No surprise at all, directors of development aren’t very happy with organizations.  Forty-one percent of both directors of development and executive directors say there is no culture of philanthropy[i] at their organizations.  But executive directors’ glasses are rosier than those of development directors:  Breaking the group out, however, development directors are much more dissatisfied with the culture of philanthropy than are the executive directors:  20% of executive directors and only 12% of development directors strongly agreed with the statement that a culture of philanthropy existed in their organizations.  It seems that organizations regularly ask development directors to perform without the necessary supports that would increase chances of success.  Almost a quarter of organizations have no fundraising plan; another fifth have no fundraising database; only 9% of all respondents indicated that their organization has the capacity to do what needs to be done.  Additionally, 25% of executive directors admitted to insufficient knowledge, skills, experience to get gifts; 17% of the EDs say their fundraising program is somewhat or not at all effective, compared to 43% of development directors; and 75% of executive directors said their board member involvement in fundraising was insufficient.  Talk about being set up for failure!

There are important, basic lessons to be learned from this.  Not new lessons but important lessons that apparently too few executive directors and boards have yet to grasp.  Perhaps this new writing on the wall will compel executive directors and board members to learn these lessons now.  Briefly, they are:

  • hiring development staff does not free the executive director or board from having to be directly involved in cultivating donors and fundraising;
  • development staff can never, ever do it alone, nor should the executive director be expected to do it alone;
  • it is essential to hire an executive director who a) gets the importance of fundraising, b) is skilled in fundraising and c) is willing and able to do it;
  • fundraising is an organization-wide responsibility and is not something that can be passed up, down or off;
  • fundraising is most effective when there is a clear and agreed upon strategy with a documented plan that is embraced and adhered to by all;
  • you get what you pay for; and
  • executive directors and boards might be able to extend the tenure of their development directors by supporting and working with them, as opposed to dumping on them.

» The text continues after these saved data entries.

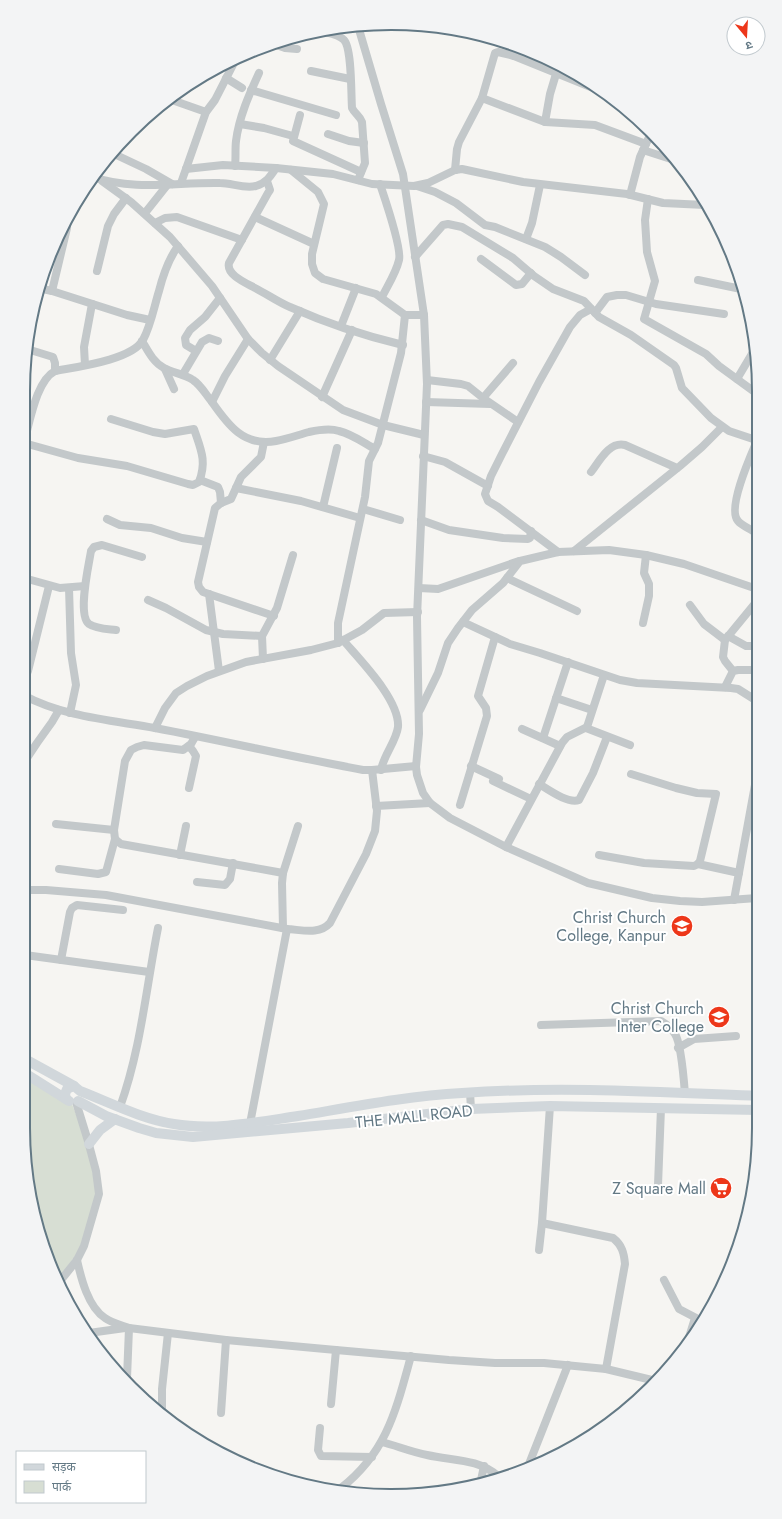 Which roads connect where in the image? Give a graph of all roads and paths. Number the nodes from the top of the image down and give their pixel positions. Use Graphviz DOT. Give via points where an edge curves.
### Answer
graph roads {
  1 [pos="360,32"];
  2 [pos="334,35"];
  3 [pos="284,46"];
  4 [pos="297,50"];
  5 [pos="513,51"];
  6 [pos="514,56"];
  7 [pos="232,67"];
  8 [pos="311,71"];
  9 [pos="259,73"];
  10 [pos="556,74"];
  11 [pos="226,78"];
  12 [pos="350,79"];
  13 [pos="580,83"];
  14 [pos="242,88"];
  15 [pos="251,90"];
  16 [pos="482,98"];
  17 [pos="176,101"];
  18 [pos="206,112"];
  19 [pos="300,114"];
  20 [pos="336,115"];
  21 [pos="545,122"];
  22 [pos="240,124"];
  23 [pos="328,134"];
  24 [pos="293,136"];
  25 [pos="649,139"];
  26 [pos="364,144"];
  27 [pos="645,147"];
  28 [pos="664,155"];
  29 [pos="118,156"];
  30 [pos="235,166"];
  31 [pos="276,168"];
  32 [pos="186,169"];
  33 [pos="290,170"];
  34 [pos="455,170"];
  35 [pos="359,176"];
  36 [pos="99,179"];
  37 [pos="99,180"];
  38 [pos="268,181"];
  39 [pos="181,183"];
  40 [pos="170,184"];
  41 [pos="380,184"];
  42 [pos="540,185"];
  43 [pos="405,186"];
  44 [pos="417,186"];
  45 [pos="630,195"];
  46 [pos="126,198"];
  47 [pos="648,199"];
  48 [pos="700,205"];
  49 [pos="145,213"];
  50 [pos="255,217"];
  51 [pos="156,223"];
  52 [pos="66,234"];
  53 [pos="526,239"];
  54 [pos="242,240"];
  55 [pos="314,244"];
  56 [pos="178,246"];
  57 [pos="416,257"];
  58 [pos="481,259"];
  59 [pos="97,271"];
  60 [pos="531,273"];
  61 [pos="585,275"];
  62 [pos="698,280"];
  63 [pos="356,288"];
  64 [pos="737,288"];
  65 [pos="45,289"];
  66 [pos="52,291"];
  67 [pos="382,297"];
  68 [pos="220,298"];
  69 [pos="649,302"];
  70 [pos="92,304"];
  71 [pos="300,311"];
  72 [pos="593,311"];
  73 [pos="724,314"];
  74 [pos="405,315"];
  75 [pos="424,315"];
  76 [pos="150,320"];
  77 [pos="340,326"];
  78 [pos="352,330"];
  79 [pos="248,339"];
  80 [pos="142,341"];
  81 [pos="218,341"];
  82 [pos="403,345"];
  83 [pos="32,351"];
  84 [pos="196,351"];
  85 [pos="750,357"];
  86 [pos="270,360"];
  87 [pos="513,363"];
  88 [pos="85,365"];
  89 [pos="165,369"];
  90 [pos="55,371"];
  91 [pos="183,374"];
  92 [pos="427,380"];
  93 [pos="737,380"];
  94 [pos="174,390"];
  95 [pos="752,390"];
  96 [pos="322,397"];
  97 [pos="483,398"];
  98 [pos="212,402"];
  99 [pos="426,402"];
  100 [pos="491,404"];
  101 [pos="30,411"];
  102 [pos="111,419"];
  103 [pos="518,422"];
  104 [pos="383,425"];
  105 [pos="722,427"];
  106 [pos="424,435"];
  107 [pos="752,440"];
  108 [pos="264,442"];
  109 [pos="30,444"];
  110 [pos="337,448"];
  111 [pos="375,449"];
  112 [pos="752,451"];
  113 [pos="423,456"];
  114 [pos="677,468"];
  115 [pos="591,472"];
  116 [pos="200,480"];
  117 [pos="488,486"];
  118 [pos="236,488"];
  119 [pos="221,503"];
  120 [pos="323,507"];
  121 [pos="362,509"];
  122 [pos="360,518"];
  123 [pos="107,519"];
  124 [pos="400,520"];
  125 [pos="421,520"];
  126 [pos="752,530"];
  127 [pos="531,531"];
  128 [pos="207,542"];
  129 [pos="574,551"];
  130 [pos="558,552"];
  131 [pos="646,555"];
  132 [pos="293,556"];
  133 [pos="142,557"];
  134 [pos="520,561"];
  135 [pos="507,578"];
  136 [pos="30,580"];
  137 [pos="49,586"];
  138 [pos="85,586"];
  139 [pos="752,587"];
  140 [pos="69,588"];
  141 [pos="419,588"];
  142 [pos="209,594"];
  143 [pos="148,600"];
  144 [pos="690,605"];
  145 [pos="752,607"];
  146 [pos="577,611"];
  147 [pos="418,612"];
  148 [pos="274,616"];
  149 [pos="463,622"];
  150 [pos="643,624"];
  151 [pos="116,630"];
  152 [pos="214,632"];
  153 [pos="262,636"];
  154 [pos="495,637"];
  155 [pos="727,638"];
  156 [pos="340,641"];
  157 [pos="752,646"];
  158 [pos="264,659"];
  159 [pos="568,662"];
  160 [pos="30,663"];
  161 [pos="752,670"];
  162 [pos="219,671"];
  163 [pos="733,671"];
  164 [pos="604,675"];
  165 [pos="725,687"];
  166 [pos="30,698"];
  167 [pos="556,698"];
  168 [pos="752,698"];
  169 [pos="59,710"];
  170 [pos="592,710"];
  171 [pos="419,712"];
  172 [pos="70,713"];
  173 [pos="155,728"];
  174 [pos="586,728"];
  175 [pos="522,729"];
  176 [pos="195,736"];
  177 [pos="607,737"];
  178 [pos="542,738"];
  179 [pos="630,744"];
  180 [pos="189,746"];
  181 [pos="560,746"];
  182 [pos="30,754"];
  183 [pos="416,766"];
  184 [pos="471,766"];
  185 [pos="377,770"];
  186 [pos="631,774"];
  187 [pos="539,784"];
  188 [pos="189,788"];
  189 [pos="531,799"];
  190 [pos="752,800"];
  191 [pos="430,803"];
  192 [pos="460,805"];
  193 [pos="376,806"];
  194 [pos="56,824"];
  195 [pos="186,826"];
  196 [pos="298,826"];
  197 [pos="114,830"];
  198 [pos="115,839"];
  199 [pos="506,847"];
  200 [pos="599,854"];
  201 [pos="180,855"];
  202 [pos="233,863"];
  203 [pos="698,864"];
  204 [pos="60,869"];
  205 [pos="283,873"];
  206 [pos="738,873"];
  207 [pos="197,882"];
  208 [pos="30,890"];
  209 [pos="752,898"];
  210 [pos="734,900"];
  211 [pos="123,910"];
  212 [pos="158,928"];
  213 [pos="285,928"];
  214 [pos="30,956"];
  215 [pos="61,960"];
  216 [pos="149,972"];
  217 [pos="540,1025"];
  218 [pos="736,1036"];
  219 [pos="678,1048"];
  220 [pos="30,1063"];
  221 [pos="30,1075"];
  222 [pos="470,1092"];
  223 [pos="685,1094"];
  224 [pos="75,1096"];
  225 [pos="752,1096"];
  226 [pos="550,1106"];
  227 [pos="120,1107"];
  228 [pos="661,1108"];
  229 [pos="471,1109"];
  230 [pos="752,1110"];
  231 [pos="115,1119"];
  232 [pos="249,1128"];
  233 [pos="89,1144"];
  234 [pos="658,1185"];
  235 [pos="542,1223"];
  236 [pos="539,1250"];
  237 [pos="77,1260"];
  238 [pos="63,1278"];
  239 [pos="664,1280"];
  240 [pos="698,1318"];
  241 [pos="128,1327"];
  242 [pos="93,1332"];
  243 [pos="168,1333"];
  244 [pos="226,1340"];
  245 [pos="336,1350"];
  246 [pos="411,1356"];
  247 [pos="568,1365"];
  248 [pos="606,1369"];
  249 [pos="127,1374"];
  250 [pos="649,1379"];
  251 [pos="331,1404"];
  252 [pos="162,1406"];
  253 [pos="221,1413"];
  254 [pos="320,1428"];
  255 [pos="382,1442"];
  256 [pos="372,1457"];
  257 [pos="530,1462"];
  258 [pos="484,1466"];
  259 [pos="495,1474"];
  260 [pos="482,1478"];
  261 [pos="344,1486"];
  1 -- 43 [label="street"];
  2 -- 12 [label="street" via="346,43"];
  3 -- 4 [label="street"];
  5 -- 6 [label="street"];
  6 -- 10 [label="street"];
  6 -- 16 [label="street" via="495,53"];
  7 -- 11 [label="street"];
  8 -- 12 [label="street"];
  9 -- 15 [label="street"];
  10 -- 13 [label="street"];
  10 -- 21 [label="street"];
  11 -- 14 [label="street"];
  11 -- 18 [label="street"];
  12 -- 26 [label="street" via="352,108 362,122"];
  15 -- 20 [label="street"];
  15 -- 22 [label="street"];
  16 -- 21 [label="street"];
  16 -- 34 [label="street" via="459,142"];
  17 -- 18 [label="street"];
  18 -- 32 [label="street"];
  19 -- 24 [label="street"];
  21 -- 27 [label="street" via="595,125"];
  22 -- 24 [label="street"];
  22 -- 30 [label="street"];
  23 -- 26 [label="street"];
  24 -- 35 [label="street" via="295,143 323,154"];
  25 -- 27 [label="street"];
  26 -- 35 [label="street" via="365,163"];
  27 -- 28 [label="street"];
  27 -- 45 [label="street" via="640,156"];
  29 -- 40 [label="street"];
  30 -- 31 [label="street"];
  30 -- 32 [label="street"];
  31 -- 33 [label="street"];
  31 -- 38 [label="street"];
  32 -- 39 [label="street"];
  33 -- 35 [label="street"];
  33 -- 55 [label="street" via="312,186 322,200 324,208"];
  34 -- 42 [label="street" via="462,169"];
  34 -- 44 [label="street"];
  35 -- 41 [label="street" via="372,184"];
  36 -- 40 [label="street" via="123,184"];
  37 -- 46 [label="street"];
  38 -- 39 [label="street" via="249,187 222,183"];
  38 -- 50 [label="street" via="270,190"];
  39 -- 40 [label="street"];
  40 -- 49 [label="street"];
  41 -- 43 [label="street"];
  41 -- 67 [label="street" via="400,255"];
  42 -- 45 [label="street"];
  42 -- 53 [label="street"];
  43 -- 44 [label="street"];
  43 -- 57 [label="street"];
  44 -- 53 [label="street" via="456,203 485,225"];
  45 -- 47 [label="street"];
  46 -- 49 [label="street"];
  46 -- 59 [label="street" via="108,226"];
  47 -- 48 [label="street" via="663,203"];
  47 -- 69 [label="street" via="645,220 647,252 655,281"];
  49 -- 51 [label="street"];
  50 -- 54 [label="street"];
  50 -- 55 [label="street"];
  51 -- 54 [label="street" via="165,218 177,217"];
  51 -- 56 [label="street"];
  52 -- 66 [label="street"];
  53 -- 61 [label="street" via="561,257"];
  54 -- 71 [label="street" via="229,263 230,272"];
  55 -- 63 [label="street" via="311,259 315,273 323,279"];
  56 -- 68 [label="street"];
  56 -- 76 [label="street" via="168,260"];
  57 -- 60 [label="street" via="444,225 457,225 513,258"];
  57 -- 75 [label="street"];
  58 -- 60 [label="street" via="516,285 522,284"];
  60 -- 72 [label="street" via="553,289 584,301"];
  62 -- 64 [label="street"];
  63 -- 67 [label="street"];
  63 -- 77 [label="street"];
  65 -- 66 [label="street"];
  66 -- 70 [label="street"];
  67 -- 74 [label="street"];
  68 -- 79 [label="street"];
  68 -- 84 [label="street" via="185,338 186,345"];
  69 -- 72 [label="street" via="626,295 616,295 607,297"];
  69 -- 73 [label="street"];
  69 -- 93 [label="street" via="644,319 706,354"];
  70 -- 76 [label="street"];
  70 -- 88 [label="street" via="84,347"];
  71 -- 77 [label="street"];
  71 -- 86 [label="street"];
  72 -- 103 [label="street" via="583,313 570,327"];
  72 -- 105 [label="street" via="674,365 682,388"];
  74 -- 75 [label="street"];
  74 -- 82 [label="street"];
  75 -- 92 [label="street"];
  76 -- 80 [label="street"];
  77 -- 78 [label="street"];
  78 -- 82 [label="street"];
  78 -- 96 [label="street"];
  79 -- 86 [label="street"];
  79 -- 98 [label="street"];
  80 -- 88 [label="street" via="131,352"];
  80 -- 89 [label="street" via="155,361"];
  81 -- 84 [label="street" via="206,339"];
  82 -- 104 [label="street"];
  83 -- 90 [label="street" via="52,357"];
  84 -- 91 [label="street"];
  85 -- 93 [label="street"];
  86 -- 96 [label="street"];
  87 -- 97 [label="street"];
  88 -- 90 [label="street"];
  89 -- 91 [label="street"];
  89 -- 94 [label="street"];
  90 -- 101 [label="street" via="47,377"];
  91 -- 98 [label="street" via="196,382"];
  92 -- 97 [label="street" via="464,384"];
  92 -- 99 [label="street"];
  93 -- 95 [label="street"];
  96 -- 104 [label="street" via="343,410"];
  97 -- 100 [label="street"];
  98 -- 108 [label="street" via="234,430 243,436"];
  99 -- 100 [label="street"];
  99 -- 106 [label="street"];
  100 -- 103 [label="street"];
  102 -- 116 [label="street" via="165,434 194,429 204,466"];
  103 -- 117 [label="street"];
  104 -- 106 [label="street"];
  104 -- 111 [label="street"];
  105 -- 107 [label="street"];
  105 -- 114 [label="street"];
  106 -- 113 [label="street"];
  108 -- 111 [label="street" via="317,430 339,430"];
  108 -- 118 [label="street" via="261,457 241,477"];
  109 -- 116 [label="street" via="78,458 127,466 188,484 196,484"];
  110 -- 120 [label="street"];
  111 -- 121 [label="street" via="369,461"];
  112 -- 126 [label="street" via="741,477 735,516"];
  113 -- 117 [label="street" via="445,462"];
  113 -- 125 [label="street"];
  114 -- 115 [label="street" via="619,444 603,455"];
  114 -- 129 [label="street"];
  116 -- 119 [label="street" via="218,487"];
  117 -- 127 [label="street" via="485,494 488,501"];
  118 -- 119 [label="street" via="231,499"];
  118 -- 120 [label="street"];
  119 -- 128 [label="street" via="216,508"];
  120 -- 122 [label="street"];
  121 -- 122 [label="street"];
  121 -- 124 [label="street"];
  122 -- 156 [label="street" via="338,623"];
  123 -- 128 [label="street" via="120,525 150,528 182,538"];
  125 -- 127 [label="street" via="449,530 503,538 528,539"];
  125 -- 141 [label="street"];
  127 -- 130 [label="street"];
  128 -- 142 [label="street" via="198,582 200,589"];
  129 -- 130 [label="street"];
  129 -- 131 [label="street" via="609,550"];
  130 -- 134 [label="street"];
  131 -- 139 [label="street" via="684,564"];
  131 -- 150 [label="street" via="644,573 649,596"];
  132 -- 148 [label="street"];
  133 -- 138 [label="street" via="102,545 94,547"];
  134 -- 135 [label="street"];
  134 -- 141 [label="street" via="438,589"];
  135 -- 146 [label="street"];
  135 -- 149 [label="street" via="472,610"];
  136 -- 137 [label="street"];
  137 -- 140 [label="street"];
  137 -- 160 [label="street"];
  138 -- 140 [label="street"];
  138 -- 151 [label="street" via="84,615 88,623"];
  140 -- 172 [label="street" via="71,653 76,685"];
  141 -- 147 [label="street"];
  142 -- 148 [label="street"];
  142 -- 152 [label="street"];
  143 -- 152 [label="street"];
  144 -- 155 [label="street" via="704,624"];
  145 -- 155 [label="street"];
  147 -- 156 [label="street" via="384,613 362,630"];
  147 -- 171 [label="street"];
  148 -- 153 [label="street"];
  149 -- 154 [label="street"];
  149 -- 171 [label="street" via="448,643 438,672"];
  152 -- 153 [label="street"];
  152 -- 162 [label="street"];
  153 -- 158 [label="street"];
  154 -- 159 [label="street"];
  154 -- 184 [label="street" via="478,696 486,708 486,716"];
  155 -- 157 [label="street"];
  155 -- 163 [label="street" via="723,657"];
  156 -- 158 [label="street"];
  156 -- 185 [label="street" via="381,686 396,714 396,736"];
  158 -- 162 [label="street"];
  159 -- 164 [label="street"];
  159 -- 167 [label="street"];
  161 -- 163 [label="street"];
  162 -- 173 [label="street" via="176,693"];
  163 -- 165 [label="street"];
  164 -- 165 [label="street" via="637,683"];
  164 -- 170 [label="street"];
  165 -- 168 [label="street" via="738,690"];
  166 -- 169 [label="street"];
  167 -- 170 [label="street"];
  167 -- 178 [label="street"];
  169 -- 172 [label="street"];
  169 -- 182 [label="street"];
  170 -- 174 [label="street"];
  171 -- 183 [label="street" via="420,734"];
  172 -- 173 [label="street"];
  173 -- 176 [label="street"];
  174 -- 177 [label="street"];
  174 -- 181 [label="street" via="567,737"];
  175 -- 178 [label="street"];
  176 -- 180 [label="street"];
  176 -- 185 [label="street" via="284,755"];
  177 -- 179 [label="street"];
  177 -- 187 [label="street" via="579,800 568,800"];
  178 -- 181 [label="street"];
  180 -- 188 [label="street" via="196,756"];
  180 -- 197 [label="street" via="179,750 144,745 131,750 125,761"];
  181 -- 187 [label="street"];
  183 -- 185 [label="street"];
  183 -- 191 [label="street" via="419,784"];
  184 -- 189 [label="street"];
  184 -- 192 [label="street"];
  185 -- 193 [label="street"];
  186 -- 203 [label="street" via="676,788 716,794"];
  187 -- 189 [label="street"];
  189 -- 199 [label="street"];
  190 -- 206 [label="street"];
  191 -- 193 [label="street"];
  191 -- 199 [label="street" via="450,818"];
  193 -- 213 [label="street" via="377,821 373,840 330,923 316,931"];
  194 -- 197 [label="street"];
  195 -- 201 [label="street"];
  196 -- 205 [label="street"];
  197 -- 198 [label="street"];
  198 -- 201 [label="street" via="121,844"];
  198 -- 204 [label="street" via="106,872 98,874"];
  199 -- 210 [label="street" via="588,883 652,898 702,902"];
  200 -- 203 [label="street" via="644,863 689,866"];
  201 -- 202 [label="street"];
  202 -- 205 [label="street"];
  202 -- 207 [label="street" via="230,880 225,885"];
  203 -- 206 [label="street"];
  205 -- 213 [label="street" via="281,891"];
  206 -- 210 [label="street"];
  208 -- 213 [label="street" via="106,895"];
  209 -- 210 [label="street"];
  211 -- 215 [label="street" via="75,906 70,912"];
  212 -- 216 [label="street"];
  213 -- 232 [label="street"];
  214 -- 215 [label="street"];
  215 -- 216 [label="street"];
  216 -- 227 [label="street" via="133,1066"];
  217 -- 219 [label="street" via="661,1021 676,1035"];
  218 -- 219 [label="street" via="694,1039"];
  219 -- 223 [label="street"];
  220 -- 224 [label="main road, THE MALL ROAD"];
  221 -- 224 [label="main road, THE MALL ROAD"];
  222 -- 223 [label="main road, THE MALL ROAD" via="567,1090"];
  222 -- 229 [label="street"];
  222 -- 232 [label="main road, THE MALL ROAD" via="373,1104"];
  223 -- 225 [label="main road, THE MALL ROAD"];
  224 -- 227 [label="main road, THE MALL ROAD"];
  224 -- 231 [label="main road, THE MALL ROAD"];
  224 -- 233 [label="street"];
  226 -- 228 [label="main road, THE MALL ROAD"];
  226 -- 229 [label="main road, THE MALL ROAD"];
  226 -- 235 [label="street"];
  227 -- 232 [label="main road, THE MALL ROAD" via="175,1124"];
  228 -- 230 [label="main road, THE MALL ROAD"];
  228 -- 234 [label="street"];
  229 -- 232 [label="main road, THE MALL ROAD" via="387,1119"];
  231 -- 232 [label="main road, THE MALL ROAD" via="156,1133 193,1138"];
  231 -- 233 [label="main road" via="100,1130"];
  233 -- 237 [label="street" via="99,1194 87,1240"];
  235 -- 236 [label="street"];
  235 -- 248 [label="street" via="613,1238 619,1242 624,1252"];
  237 -- 238 [label="street"];
  237 -- 241 [label="street" via="82,1282 96,1310 104,1318"];
  239 -- 240 [label="street" via="680,1309"];
  241 -- 242 [label="street"];
  241 -- 243 [label="street"];
  241 -- 249 [label="street"];
  243 -- 244 [label="street"];
  243 -- 252 [label="street"];
  244 -- 245 [label="street"];
  244 -- 253 [label="street"];
  245 -- 246 [label="street"];
  245 -- 251 [label="street"];
  246 -- 247 [label="street" via="480,1362"];
  246 -- 255 [label="street" via="394,1415"];
  247 -- 248 [label="street"];
  247 -- 257 [label="street"];
  248 -- 250 [label="street"];
  254 -- 256 [label="street" via="318,1450 321,1456"];
  255 -- 256 [label="street"];
  255 -- 258 [label="street" via="427,1455 466,1460"];
  256 -- 261 [label="street"];
  258 -- 259 [label="street"];
  258 -- 260 [label="street"];
}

To directors of development who toil unsupported, affirmation is a wonderful thing.  To executive directors and board members, stop passing the buck; stand up and assume your responsibility

[i] Here is the definition of culture of philanthropy used in the study:  Most people in the organization (across positions) act as ambassadors and engage in relationship-building. Everyone promotes philanthropy and can articulate a case for giving. Fund development is viewed and valued as a mission-aligned program of the organization. Organizational systems are established to support donors. The executive director is committed and personally involved in fundraising.